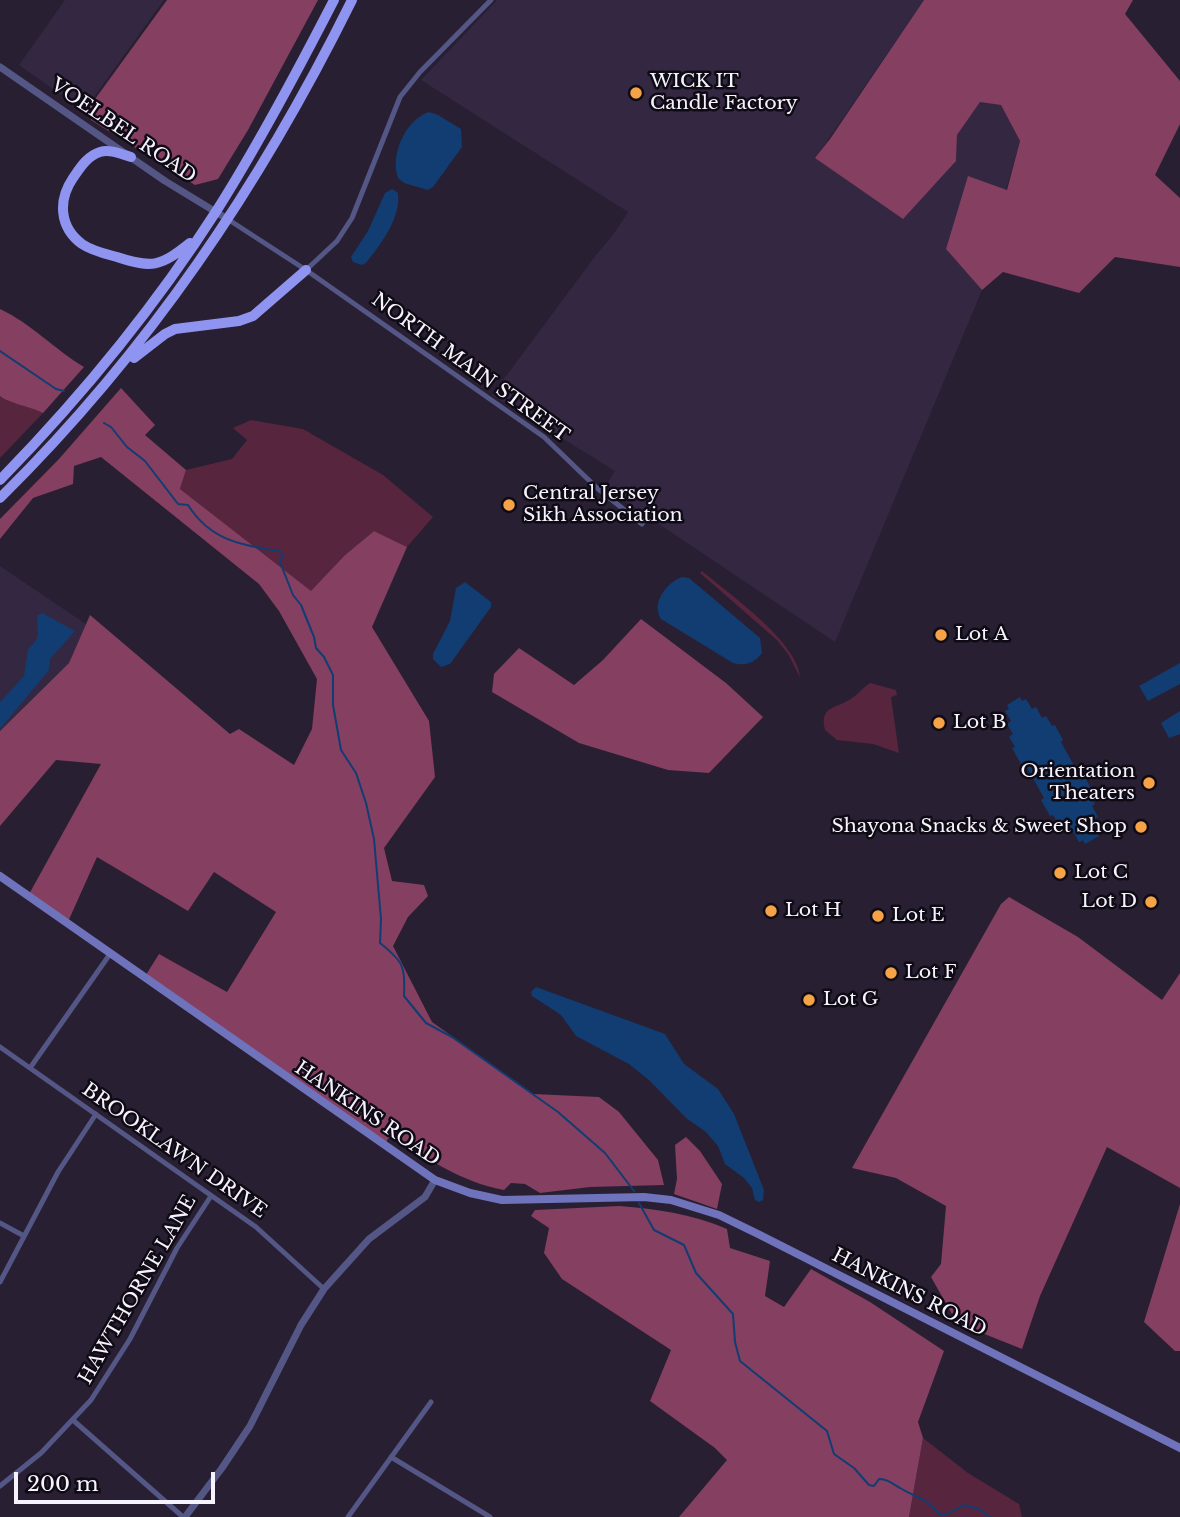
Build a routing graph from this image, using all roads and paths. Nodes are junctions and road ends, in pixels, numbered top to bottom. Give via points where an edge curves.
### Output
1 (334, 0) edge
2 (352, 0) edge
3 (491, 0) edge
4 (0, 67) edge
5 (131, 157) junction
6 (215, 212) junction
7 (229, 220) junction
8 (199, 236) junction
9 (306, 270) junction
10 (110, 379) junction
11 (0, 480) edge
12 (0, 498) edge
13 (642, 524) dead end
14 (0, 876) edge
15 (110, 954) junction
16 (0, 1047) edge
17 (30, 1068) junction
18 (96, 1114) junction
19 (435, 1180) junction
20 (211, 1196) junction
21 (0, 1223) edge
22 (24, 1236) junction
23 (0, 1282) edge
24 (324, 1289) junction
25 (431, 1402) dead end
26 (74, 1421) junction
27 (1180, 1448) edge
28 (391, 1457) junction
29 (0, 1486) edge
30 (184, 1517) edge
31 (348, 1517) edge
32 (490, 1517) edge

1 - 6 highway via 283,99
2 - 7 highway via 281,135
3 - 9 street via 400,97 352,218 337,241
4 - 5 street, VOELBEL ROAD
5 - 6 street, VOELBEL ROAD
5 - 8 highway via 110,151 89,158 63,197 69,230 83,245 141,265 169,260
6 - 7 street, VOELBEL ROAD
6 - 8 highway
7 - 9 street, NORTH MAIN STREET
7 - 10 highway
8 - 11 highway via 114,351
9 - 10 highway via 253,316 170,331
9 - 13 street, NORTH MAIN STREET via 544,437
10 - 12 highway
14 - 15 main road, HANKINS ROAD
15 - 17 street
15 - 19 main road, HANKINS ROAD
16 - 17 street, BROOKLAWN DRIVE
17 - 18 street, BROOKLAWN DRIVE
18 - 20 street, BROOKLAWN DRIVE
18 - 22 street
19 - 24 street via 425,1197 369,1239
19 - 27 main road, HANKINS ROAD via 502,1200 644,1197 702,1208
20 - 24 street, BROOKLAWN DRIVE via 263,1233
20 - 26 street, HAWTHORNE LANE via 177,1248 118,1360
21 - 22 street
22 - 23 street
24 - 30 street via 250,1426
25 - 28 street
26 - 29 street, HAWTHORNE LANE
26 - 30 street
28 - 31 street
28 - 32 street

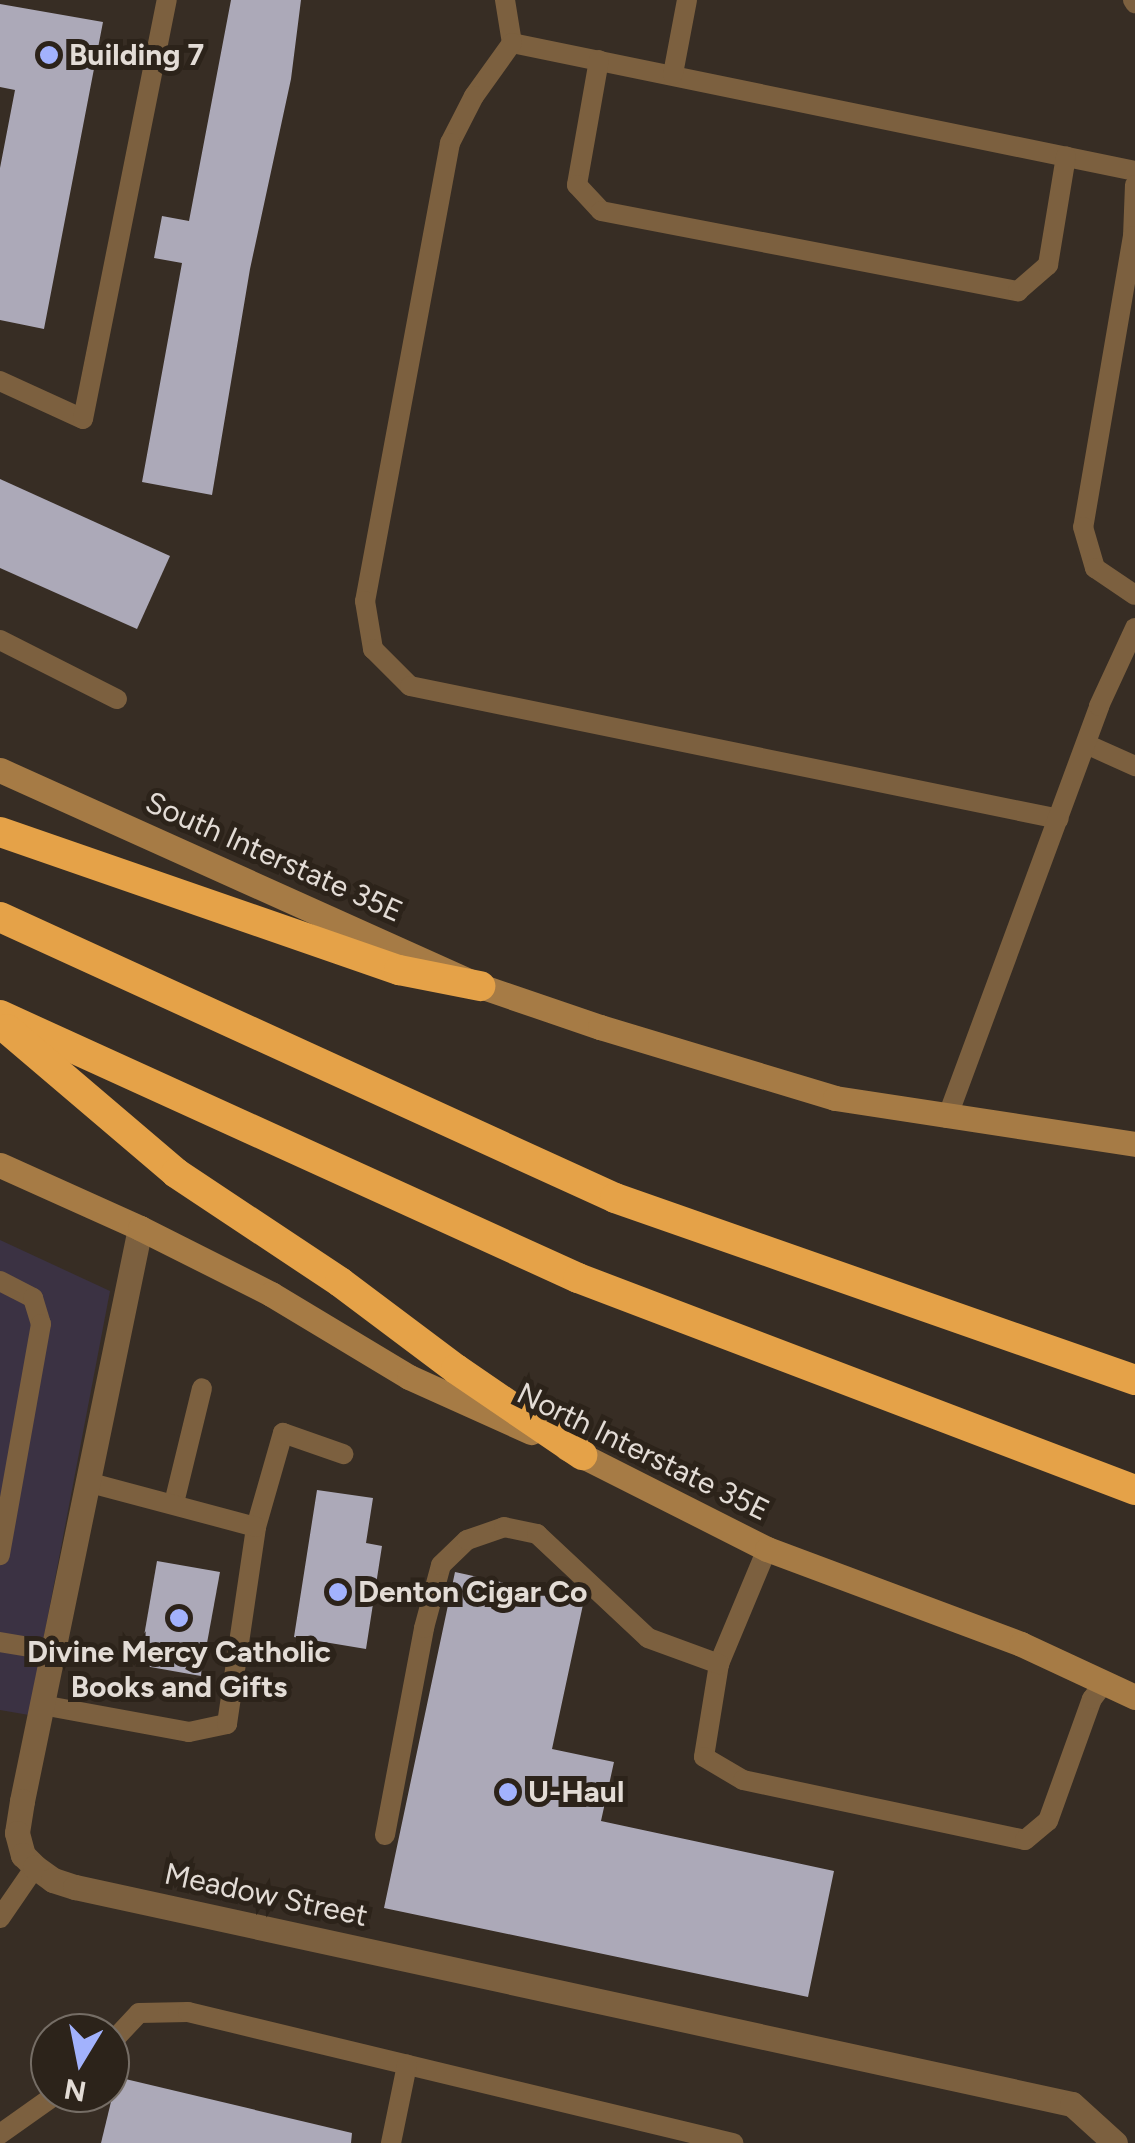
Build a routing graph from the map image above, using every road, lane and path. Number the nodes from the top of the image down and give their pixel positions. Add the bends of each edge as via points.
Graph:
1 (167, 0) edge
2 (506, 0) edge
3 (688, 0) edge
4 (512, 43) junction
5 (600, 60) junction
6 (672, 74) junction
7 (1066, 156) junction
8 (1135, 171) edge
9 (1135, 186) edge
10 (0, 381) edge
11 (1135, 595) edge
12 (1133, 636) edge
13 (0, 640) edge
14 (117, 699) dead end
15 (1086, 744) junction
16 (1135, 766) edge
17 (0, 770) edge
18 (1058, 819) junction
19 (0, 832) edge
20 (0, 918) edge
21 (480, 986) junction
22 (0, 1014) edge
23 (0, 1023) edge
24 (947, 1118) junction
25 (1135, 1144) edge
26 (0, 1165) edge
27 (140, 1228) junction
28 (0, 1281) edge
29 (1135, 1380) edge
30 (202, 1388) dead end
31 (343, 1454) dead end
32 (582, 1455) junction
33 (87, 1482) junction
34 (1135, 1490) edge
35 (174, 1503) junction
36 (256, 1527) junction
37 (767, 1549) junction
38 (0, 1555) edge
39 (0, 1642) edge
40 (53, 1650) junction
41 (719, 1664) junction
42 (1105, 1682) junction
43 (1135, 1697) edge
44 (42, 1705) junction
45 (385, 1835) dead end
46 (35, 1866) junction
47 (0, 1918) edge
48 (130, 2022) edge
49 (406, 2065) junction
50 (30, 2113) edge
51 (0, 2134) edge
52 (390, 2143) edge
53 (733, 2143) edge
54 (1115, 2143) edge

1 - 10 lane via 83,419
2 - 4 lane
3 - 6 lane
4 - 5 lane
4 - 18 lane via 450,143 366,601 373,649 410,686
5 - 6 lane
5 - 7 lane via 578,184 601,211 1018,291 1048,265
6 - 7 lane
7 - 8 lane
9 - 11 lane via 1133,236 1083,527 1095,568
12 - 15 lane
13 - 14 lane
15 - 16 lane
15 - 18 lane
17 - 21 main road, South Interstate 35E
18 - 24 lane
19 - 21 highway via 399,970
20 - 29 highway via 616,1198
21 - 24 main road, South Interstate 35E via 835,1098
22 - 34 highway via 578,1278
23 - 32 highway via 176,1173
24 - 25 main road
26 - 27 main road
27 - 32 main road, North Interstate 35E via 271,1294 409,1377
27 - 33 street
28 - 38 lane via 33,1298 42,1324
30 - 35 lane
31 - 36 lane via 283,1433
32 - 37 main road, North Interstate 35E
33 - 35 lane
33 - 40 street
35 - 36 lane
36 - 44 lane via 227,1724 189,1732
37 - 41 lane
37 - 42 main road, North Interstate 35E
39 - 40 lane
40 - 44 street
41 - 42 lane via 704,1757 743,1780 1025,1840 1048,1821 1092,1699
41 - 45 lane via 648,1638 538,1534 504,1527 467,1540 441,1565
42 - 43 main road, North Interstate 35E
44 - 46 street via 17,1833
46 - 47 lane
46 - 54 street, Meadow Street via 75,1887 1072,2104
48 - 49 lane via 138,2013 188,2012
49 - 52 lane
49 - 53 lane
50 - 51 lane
____________________
__WHAT TO WORK ON__.
Exact copies of all the entries, without any pictures, are what the answer must contain.

__EXERCISE ANSWER__.
Build a routing graph from this image, using all roads and paths. Nodes are junctions and road ends, in pixels, numbered top to bottom. Give via points where an edge curves.
### Output
1 (334, 0) edge
2 (352, 0) edge
3 (491, 0) edge
4 (0, 67) edge
5 (131, 157) junction
6 (215, 212) junction
7 (229, 220) junction
8 (199, 236) junction
9 (306, 270) junction
10 (110, 379) junction
11 (0, 480) edge
12 (0, 498) edge
13 (642, 524) dead end
14 (0, 876) edge
15 (110, 954) junction
16 (0, 1047) edge
17 (30, 1068) junction
18 (96, 1114) junction
19 (435, 1180) junction
20 (211, 1196) junction
21 (0, 1223) edge
22 (24, 1236) junction
23 (0, 1282) edge
24 (324, 1289) junction
25 (431, 1402) dead end
26 (74, 1421) junction
27 (1180, 1448) edge
28 (391, 1457) junction
29 (0, 1486) edge
30 (184, 1517) edge
31 (348, 1517) edge
32 (490, 1517) edge

1 - 6 highway via 283,99
2 - 7 highway via 281,135
3 - 9 street via 400,97 352,218 337,241
4 - 5 street, VOELBEL ROAD
5 - 6 street, VOELBEL ROAD
5 - 8 highway via 110,151 89,158 63,197 69,230 83,245 141,265 169,260
6 - 7 street, VOELBEL ROAD
6 - 8 highway
7 - 9 street, NORTH MAIN STREET
7 - 10 highway
8 - 11 highway via 114,351
9 - 10 highway via 253,316 170,331
9 - 13 street, NORTH MAIN STREET via 544,437
10 - 12 highway
14 - 15 main road, HANKINS ROAD
15 - 17 street
15 - 19 main road, HANKINS ROAD
16 - 17 street, BROOKLAWN DRIVE
17 - 18 street, BROOKLAWN DRIVE
18 - 20 street, BROOKLAWN DRIVE
18 - 22 street
19 - 24 street via 425,1197 369,1239
19 - 27 main road, HANKINS ROAD via 502,1200 644,1197 702,1208
20 - 24 street, BROOKLAWN DRIVE via 263,1233
20 - 26 street, HAWTHORNE LANE via 177,1248 118,1360
21 - 22 street
22 - 23 street
24 - 30 street via 250,1426
25 - 28 street
26 - 29 street, HAWTHORNE LANE
26 - 30 street
28 - 31 street
28 - 32 street

Build a routing graph from the map image above, using every road, lane and path. Number the nodes from the top of the image down and give their pixel positions. Add the bends of each edge as via points.
Graph:
1 (167, 0) edge
2 (506, 0) edge
3 (688, 0) edge
4 (512, 43) junction
5 (600, 60) junction
6 (672, 74) junction
7 (1066, 156) junction
8 (1135, 171) edge
9 (1135, 186) edge
10 (0, 381) edge
11 (1135, 595) edge
12 (1133, 636) edge
13 (0, 640) edge
14 (117, 699) dead end
15 (1086, 744) junction
16 (1135, 766) edge
17 (0, 770) edge
18 (1058, 819) junction
19 (0, 832) edge
20 (0, 918) edge
21 (480, 986) junction
22 (0, 1014) edge
23 (0, 1023) edge
24 (947, 1118) junction
25 (1135, 1144) edge
26 (0, 1165) edge
27 (140, 1228) junction
28 (0, 1281) edge
29 (1135, 1380) edge
30 (202, 1388) dead end
31 (343, 1454) dead end
32 (582, 1455) junction
33 (87, 1482) junction
34 (1135, 1490) edge
35 (174, 1503) junction
36 (256, 1527) junction
37 (767, 1549) junction
38 (0, 1555) edge
39 (0, 1642) edge
40 (53, 1650) junction
41 (719, 1664) junction
42 (1105, 1682) junction
43 (1135, 1697) edge
44 (42, 1705) junction
45 (385, 1835) dead end
46 (35, 1866) junction
47 (0, 1918) edge
48 (130, 2022) edge
49 (406, 2065) junction
50 (30, 2113) edge
51 (0, 2134) edge
52 (390, 2143) edge
53 (733, 2143) edge
54 (1115, 2143) edge

1 - 10 lane via 83,419
2 - 4 lane
3 - 6 lane
4 - 5 lane
4 - 18 lane via 450,143 366,601 373,649 410,686
5 - 6 lane
5 - 7 lane via 578,184 601,211 1018,291 1048,265
6 - 7 lane
7 - 8 lane
9 - 11 lane via 1133,236 1083,527 1095,568
12 - 15 lane
13 - 14 lane
15 - 16 lane
15 - 18 lane
17 - 21 main road, South Interstate 35E
18 - 24 lane
19 - 21 highway via 399,970
20 - 29 highway via 616,1198
21 - 24 main road, South Interstate 35E via 835,1098
22 - 34 highway via 578,1278
23 - 32 highway via 176,1173
24 - 25 main road
26 - 27 main road
27 - 32 main road, North Interstate 35E via 271,1294 409,1377
27 - 33 street
28 - 38 lane via 33,1298 42,1324
30 - 35 lane
31 - 36 lane via 283,1433
32 - 37 main road, North Interstate 35E
33 - 35 lane
33 - 40 street
35 - 36 lane
36 - 44 lane via 227,1724 189,1732
37 - 41 lane
37 - 42 main road, North Interstate 35E
39 - 40 lane
40 - 44 street
41 - 42 lane via 704,1757 743,1780 1025,1840 1048,1821 1092,1699
41 - 45 lane via 648,1638 538,1534 504,1527 467,1540 441,1565
42 - 43 main road, North Interstate 35E
44 - 46 street via 17,1833
46 - 47 lane
46 - 54 street, Meadow Street via 75,1887 1072,2104
48 - 49 lane via 138,2013 188,2012
49 - 52 lane
49 - 53 lane
50 - 51 lane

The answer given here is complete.